The 2006 Christmas special had a somewhat easier job: Tennant had firmly established himself as an audience favourite during the year, handsomely winning a viewer poll as the best of the ten actors to play the role (which caused some grinding of teeth among us older fans, but let that be). Rose's departure gave the writers a chance to portray his Doctor meeting a potential replacement, but also meant that viewers would see the Doctor from a different perspective, Rose having been effectively the viewpoint character for the first two seasons.
Judged on that basis, as a segment of the Doctor's developing character arc, I think "The Runaway Bride" succeeded. Partly this was because the extra fifteen minutes of plot were used by writer and producer Russell T. Davies to balance frenetic action with pauses for reflection (say, on top of a skyscraper). Much also depended on well-known (to others, if not to me) comedian Catherine Tate, cast as one-off sidekick Donna Noble, snatched from the aisle on her wedding day and mysteriously materializing inside the TARDIS at the start of the episode.
Donna gives us an immediately different view of the Doctor. To her, the Doctor is a possible Martian, for whom being human is optional; a kidnapper whose "er, spaceship" is smaller on the outside than the inside (alone among Doctor Who characters, Donna sees its interior first); and a guy who sometimes makes so little sense that you just have to give him a slap (she hits him twice). By the end of the story, she has resolved not to go with him on his travels. Her treacherous fiance, Lance, was tempted by the opportunity to explore the universe; Donna prefers to stay at home.
Donna is herself one of the great Doctor Who creations: she missed the last two alien invasions of Earth (in "The Christmas Invasion" and "Doomsday") because she was variously hungover or scuba-diving in Spain. Compared by the Doctor to a 4H pencil, she has nagged her boyfriend into marriage, and her disappearance during the ceremony causes her family so little dismay that they go ahead with the reception without her; she spends much of the first part of the story simply yelling. David Tennant himself notes on the commentary track for the episode that "Donna is not the Doctor's normal choice of traveling companion."
Above all, Donna is funny. More, it must be said, in the sense that we laugh at her than with her. (She is gobsmacked that there is a secret base hidden underneath a major London landmark: "I know, unheard of!" replies the Doctor.) Yet it is more than just a comedic role, and Donna's grief at her betrayal by Lance—it turns out he only wanted her for her body, or rather for its usefulness to his real mistress—is poignant.

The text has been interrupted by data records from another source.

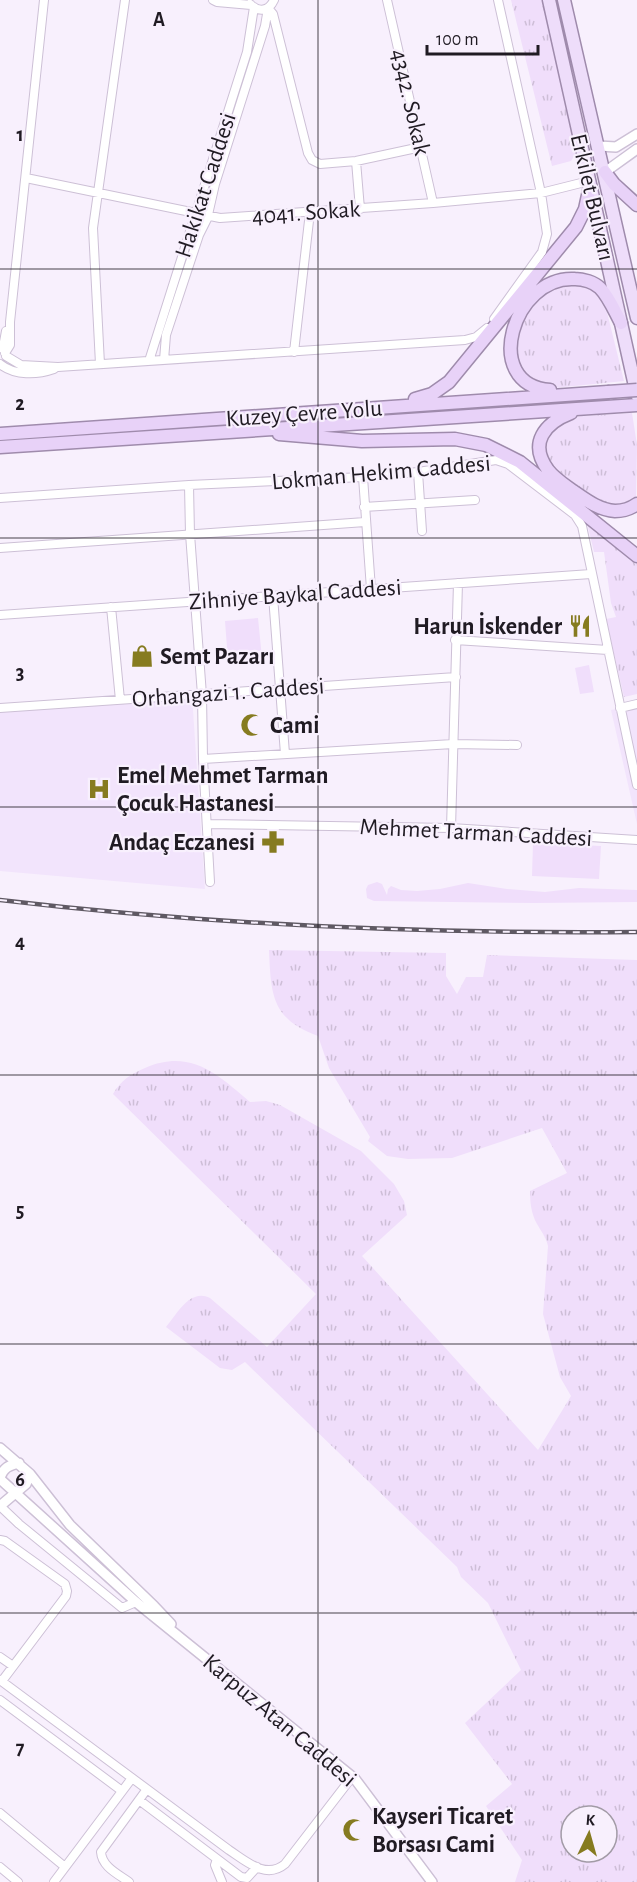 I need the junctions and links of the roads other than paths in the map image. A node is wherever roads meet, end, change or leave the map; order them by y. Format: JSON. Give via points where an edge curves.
{"nodes":[{"id":1,"x":44,"y":0,"type":"edge"},
{"id":2,"x":125,"y":0,"type":"edge"},
{"id":3,"x":213,"y":0,"type":"edge"},
{"id":4,"x":387,"y":0,"type":"edge"},
{"id":5,"x":498,"y":0,"type":"edge"},
{"id":6,"x":549,"y":0,"type":"edge"},
{"id":7,"x":564,"y":0,"type":"edge"},
{"id":8,"x":273,"y":3,"type":"edge"},
{"id":9,"x":251,"y":4,"type":"edge"},
{"id":10,"x":637,"y":134,"type":"edge"},
{"id":11,"x":598,"y":146,"type":"junction"},
{"id":12,"x":422,"y":147,"type":"junction"},
{"id":13,"x":637,"y":149,"type":"edge"},
{"id":14,"x":356,"y":161,"type":"junction"},
{"id":15,"x":605,"y":172,"type":"junction"},
{"id":16,"x":26,"y":178,"type":"junction"},
{"id":17,"x":590,"y":183,"type":"junction"},
{"id":18,"x":97,"y":192,"type":"junction"},
{"id":19,"x":541,"y":193,"type":"junction"},
{"id":20,"x":433,"y":203,"type":"junction"},
{"id":21,"x":637,"y":205,"type":"edge"},
{"id":22,"x":360,"y":208,"type":"junction"},
{"id":23,"x":195,"y":212,"type":"junction"},
{"id":24,"x":310,"y":212,"type":"junction"},
{"id":25,"x":208,"y":215,"type":"junction"},
{"id":26,"x":637,"y":318,"type":"edge"},
{"id":27,"x":621,"y":323,"type":"junction"},
{"id":28,"x":3,"y":351,"type":"edge"},
{"id":29,"x":294,"y":352,"type":"junction"},
{"id":30,"x":164,"y":360,"type":"junction"},
{"id":31,"x":149,"y":361,"type":"junction"},
{"id":32,"x":0,"y":364,"type":"edge"},
{"id":33,"x":100,"y":364,"type":"junction"},
{"id":34,"x":58,"y":367,"type":"junction"},
{"id":35,"x":637,"y":390,"type":"edge"},
{"id":36,"x":585,"y":393,"type":"junction"},
{"id":37,"x":637,"y":395,"type":"edge"},
{"id":38,"x":637,"y":405,"type":"edge"},
{"id":39,"x":582,"y":409,"type":"junction"},
{"id":40,"x":308,"y":412,"type":"junction"},
{"id":41,"x":254,"y":430,"type":"junction"},
{"id":42,"x":0,"y":434,"type":"edge"},
{"id":43,"x":0,"y":447,"type":"edge"},
{"id":44,"x":418,"y":472,"type":"junction"},
{"id":45,"x":363,"y":477,"type":"junction"},
{"id":46,"x":189,"y":485,"type":"junction"},
{"id":47,"x":0,"y":498,"type":"edge"},
{"id":48,"x":475,"y":500,"type":"dead end"},
{"id":49,"x":420,"y":504,"type":"junction"},
{"id":50,"x":637,"y":504,"type":"edge"},
{"id":51,"x":364,"y":507,"type":"junction"},
{"id":52,"x":365,"y":522,"type":"junction"},
{"id":53,"x":422,"y":531,"type":"dead end"},
{"id":54,"x":190,"y":534,"type":"junction"},
{"id":55,"x":0,"y":548,"type":"edge"},
{"id":56,"x":637,"y":556,"type":"edge"},
{"id":57,"x":591,"y":574,"type":"junction"},
{"id":58,"x":458,"y":583,"type":"junction"},
{"id":59,"x":370,"y":589,"type":"junction"},
{"id":60,"x":273,"y":596,"type":"junction"},
{"id":61,"x":196,"y":602,"type":"junction"},
{"id":62,"x":111,"y":607,"type":"junction"},
{"id":63,"x":0,"y":615,"type":"edge"},
{"id":64,"x":455,"y":640,"type":"junction"},
{"id":65,"x":608,"y":650,"type":"junction"},
{"id":66,"x":456,"y":677,"type":"junction"},
{"id":67,"x":280,"y":688,"type":"junction"},
{"id":68,"x":202,"y":695,"type":"junction"},
{"id":69,"x":120,"y":700,"type":"junction"},
{"id":70,"x":637,"y":704,"type":"edge"},
{"id":71,"x":0,"y":708,"type":"edge"},
{"id":72,"x":620,"y":708,"type":"junction"},
{"id":73,"x":453,"y":744,"type":"junction"},
{"id":74,"x":517,"y":745,"type":"dead end"},
{"id":75,"x":285,"y":754,"type":"junction"},
{"id":76,"x":203,"y":759,"type":"junction"},
{"id":77,"x":637,"y":785,"type":"edge"},
{"id":78,"x":207,"y":824,"type":"junction"},
{"id":79,"x":451,"y":828,"type":"junction"},
{"id":80,"x":637,"y":840,"type":"edge"},
{"id":81,"x":210,"y":882,"type":"dead end"},
{"id":82,"x":0,"y":1448,"type":"edge"},
{"id":83,"x":19,"y":1463,"type":"junction"},
{"id":84,"x":30,"y":1474,"type":"junction"},
{"id":85,"x":0,"y":1478,"type":"edge"},
{"id":86,"x":17,"y":1493,"type":"junction"},
{"id":87,"x":0,"y":1506,"type":"edge"},
{"id":88,"x":0,"y":1540,"type":"edge"},
{"id":89,"x":136,"y":1602,"type":"junction"},
{"id":90,"x":190,"y":1646,"type":"junction"},
{"id":91,"x":0,"y":1657,"type":"edge"},
{"id":92,"x":13,"y":1666,"type":"junction"},
{"id":93,"x":1,"y":1680,"type":"edge"},
{"id":94,"x":0,"y":1700,"type":"edge"},
{"id":95,"x":351,"y":1777,"type":"junction"},
{"id":96,"x":132,"y":1778,"type":"junction"},
{"id":97,"x":147,"y":1789,"type":"junction"},
{"id":98,"x":122,"y":1791,"type":"junction"},
{"id":99,"x":139,"y":1800,"type":"junction"},
{"id":100,"x":0,"y":1813,"type":"edge"},
{"id":101,"x":217,"y":1859,"type":"junction"},
{"id":102,"x":0,"y":1867,"type":"edge"},
{"id":103,"x":65,"y":1867,"type":"junction"},
{"id":104,"x":256,"y":1867,"type":"junction"},
{"id":105,"x":18,"y":1882,"type":"edge"},
{"id":106,"x":54,"y":1882,"type":"edge"},
{"id":107,"x":129,"y":1882,"type":"edge"},
{"id":108,"x":222,"y":1882,"type":"edge"},
{"id":109,"x":432,"y":1882,"type":"edge"}],
"edges":[{"from":1,"to":16,"type":"street"},
{"from":2,"to":18,"type":"street"},
{"from":3,"to":9,"type":"street"},
{"from":4,"to":12,"type":"street","name":"4342. Sokak"},
{"from":5,"to":19,"type":"street"},
{"from":6,"to":17,"type":"main road","name":"Erkilet Bulvarı"},
{"from":7,"to":11,"type":"main road","name":"Erkilet Bulvarı"},
{"from":8,"to":9,"type":"street","via":[[261,10]]},
{"from":8,"to":14,"type":"street","via":[[310,158],[320,164]]},
{"from":8,"to":25,"type":"street","name":"Hakikat Caddesi"},
{"from":9,"to":23,"type":"street","name":"Hakikat Caddesi","via":[[247,52]]},
{"from":10,"to":11,"type":"street","via":[[616,147]]},
{"from":11,"to":15,"type":"main road","name":"Erkilet Bulvarı"},
{"from":12,"to":14,"type":"street"},
{"from":12,"to":20,"type":"street","name":"4342. Sokak"},
{"from":13,"to":15,"type":"street"},
{"from":14,"to":22,"type":"street"},
{"from":15,"to":21,"type":"highway"},
{"from":15,"to":26,"type":"main road","name":"Erkilet Bulvarı"},
{"from":16,"to":18,"type":"street","name":"4041. Sokak"},
{"from":16,"to":28,"type":"street","via":[[10,345]]},
{"from":17,"to":19,"type":"street","name":"4041. Sokak"},
{"from":17,"to":27,"type":"main road","name":"Erkilet Bulvarı"},
{"from":17,"to":40,"type":"highway","via":[[585,208],[570,235],[444,387],[416,399],[338,405]]},
{"from":18,"to":23,"type":"street","name":"4041. Sokak"},
{"from":18,"to":33,"type":"street","via":[[93,228]]},
{"from":19,"to":20,"type":"street","name":"4041. Sokak"},
{"from":19,"to":29,"type":"street","via":[[548,234],[545,247],[481,334],[460,341]]},
{"from":20,"to":22,"type":"street","name":"4041. Sokak"},
{"from":22,"to":24,"type":"street","name":"4041. Sokak"},
{"from":23,"to":25,"type":"street","name":"4041. Sokak"},
{"from":23,"to":31,"type":"street","name":"Hakikat Caddesi"},
{"from":24,"to":25,"type":"street","name":"4041. Sokak","via":[[220,218]]},
{"from":24,"to":29,"type":"street"},
{"from":25,"to":30,"type":"street","name":"Hakikat Caddesi","via":[[166,335]]},
{"from":27,"to":36,"type":"highway","via":[[601,289],[576,279],[546,286],[520,312],[511,351],[521,378],[538,389]]},
{"from":27,"to":37,"type":"main road","name":"Erkilet Bulvarı"},
{"from":28,"to":32,"type":"street"},
{"from":28,"to":34,"type":"street","via":[[21,365]]},
{"from":29,"to":30,"type":"street"},
{"from":30,"to":31,"type":"street"},
{"from":31,"to":33,"type":"street"},
{"from":32,"to":34,"type":"street","via":[[21,373]]},
{"from":33,"to":34,"type":"street"},
{"from":35,"to":36,"type":"highway","name":"Kuzey Çevre Yolu","bridge":true},
{"from":36,"to":40,"type":"highway","name":"Kuzey Çevre Yolu"},
{"from":38,"to":39,"type":"highway","name":"Kuzey Çevre Yolu"},
{"from":39,"to":41,"type":"highway","name":"Kuzey Çevre Yolu"},
{"from":39,"to":50,"type":"highway","via":[[557,418],[544,430],[540,447],[544,464],[557,479],[595,505],[618,511]]},
{"from":40,"to":42,"type":"highway","name":"Kuzey Çevre Yolu"},
{"from":41,"to":43,"type":"highway","name":"Kuzey Çevre Yolu"},
{"from":41,"to":56,"type":"highway","via":[[337,440],[455,439],[486,445],[520,462]]},
{"from":44,"to":45,"type":"street","name":"Lokman Hekim Caddesi"},
{"from":44,"to":49,"type":"street"},
{"from":44,"to":57,"type":"street","name":"Lokman Hekim Caddesi","via":[[496,460],[508,464],[578,519],[584,530]]},
{"from":45,"to":46,"type":"street","name":"Lokman Hekim Caddesi"},
{"from":45,"to":51,"type":"street"},
{"from":46,"to":47,"type":"street","name":"Lokman Hekim Caddesi"},
{"from":46,"to":54,"type":"street"},
{"from":48,"to":49,"type":"street"},
{"from":49,"to":51,"type":"street"},
{"from":49,"to":53,"type":"street"},
{"from":51,"to":52,"type":"street"},
{"from":52,"to":54,"type":"street"},
{"from":52,"to":59,"type":"street"},
{"from":54,"to":55,"type":"street"},
{"from":54,"to":61,"type":"street"},
{"from":57,"to":58,"type":"street","name":"Zihniye Baykal Caddesi"},
{"from":57,"to":65,"type":"street","name":"Lokman Hekim Caddesi"},
{"from":58,"to":59,"type":"street","name":"Zihniye Baykal Caddesi"},
{"from":58,"to":64,"type":"street"},
{"from":59,"to":60,"type":"street","name":"Zihniye Baykal Caddesi"},
{"from":60,"to":61,"type":"street","name":"Zihniye Baykal Caddesi"},
{"from":60,"to":67,"type":"street"},
{"from":61,"to":62,"type":"street","name":"Zihniye Baykal Caddesi"},
{"from":61,"to":68,"type":"street"},
{"from":62,"to":63,"type":"street","name":"Zihniye Baykal Caddesi"},
{"from":62,"to":69,"type":"street"},
{"from":64,"to":65,"type":"street"},
{"from":64,"to":66,"type":"street"},
{"from":65,"to":72,"type":"street","name":"Lokman Hekim Caddesi"},
{"from":66,"to":67,"type":"street","name":"Orhangazi 1. Caddesi"},
{"from":66,"to":73,"type":"street"},
{"from":67,"to":68,"type":"street","name":"Orhangazi 1. Caddesi"},
{"from":67,"to":75,"type":"street"},
{"from":68,"to":69,"type":"street","name":"Orhangazi 1. Caddesi"},
{"from":68,"to":76,"type":"street"},
{"from":69,"to":71,"type":"street","name":"Orhangazi 1. Caddesi"},
{"from":70,"to":72,"type":"street"},
{"from":72,"to":77,"type":"street","name":"Lokman Hekim Caddesi"},
{"from":73,"to":74,"type":"street"},
{"from":73,"to":75,"type":"street"},
{"from":73,"to":79,"type":"street"},
{"from":75,"to":76,"type":"street"},
{"from":76,"to":78,"type":"street"},
{"from":78,"to":79,"type":"street","name":"Mehmet Tarman Caddesi"},
{"from":78,"to":81,"type":"street"},
{"from":79,"to":80,"type":"street","name":"Mehmet Tarman Caddesi"},
{"from":82,"to":83,"type":"street"},
{"from":83,"to":84,"type":"street","name":"Karpuz Atan Caddesi"},
{"from":83,"to":85,"type":"street","via":[[9,1465]]},
{"from":84,"to":86,"type":"street"},
{"from":84,"to":90,"type":"street","name":"Karpuz Atan Caddesi","via":[[70,1525]]},
{"from":85,"to":86,"type":"street","name":"Karpuz Atan Caddesi"},
{"from":86,"to":87,"type":"street"},
{"from":86,"to":89,"type":"street","name":"Karpuz Atan Caddesi"},
{"from":87,"to":89,"type":"street","via":[[122,1608]]},
{"from":88,"to":92,"type":"street","via":[[67,1588],[66,1596]]},
{"from":89,"to":90,"type":"street","name":"Karpuz Atan Caddesi"},
{"from":90,"to":95,"type":"street","name":"Karpuz Atan Caddesi"},
{"from":91,"to":92,"type":"street"},
{"from":92,"to":93,"type":"street"},
{"from":93,"to":96,"type":"street"},
{"from":94,"to":98,"type":"street"},
{"from":95,"to":104,"type":"street","via":[[285,1864],[274,1871]]},
{"from":95,"to":109,"type":"street","name":"Karpuz Atan Caddesi"},
{"from":96,"to":97,"type":"street"},
{"from":96,"to":98,"type":"street"},
{"from":97,"to":99,"type":"street"},
{"from":97,"to":104,"type":"street"},
{"from":98,"to":103,"type":"street"},
{"from":99,"to":101,"type":"street"},
{"from":99,"to":107,"type":"street","via":[[101,1852],[106,1865]]},
{"from":100,"to":103,"type":"street"},
{"from":101,"to":104,"type":"street","via":[[243,1878]]},
{"from":101,"to":108,"type":"street","via":[[215,1865]]},
{"from":102,"to":105,"type":"street"},
{"from":103,"to":106,"type":"street"}]}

The episode's other lead character is the alien threatening destruction of the Earth, Sarah Parish's Spider Queen (as I must think of her; the official name of the character is the Empress of the Racnoss). I don't require much of my Doctor Who villains except that they snarl convincingly, and the Spider Queen does this to the tips of all eight legs—or was it ten? I lost count. In the end, the Doctor literally washes the spiders down the plug-hole, using the River Thames, and the Spider Queen is blown up by conventional weaponry (some fans grumbled at this intervention of state coercive power being untrue to Who, but we older types mutter about the Silurians and the Krynoid from the 1970s, similarly eliminated by the armed forces rather than by the Doctor).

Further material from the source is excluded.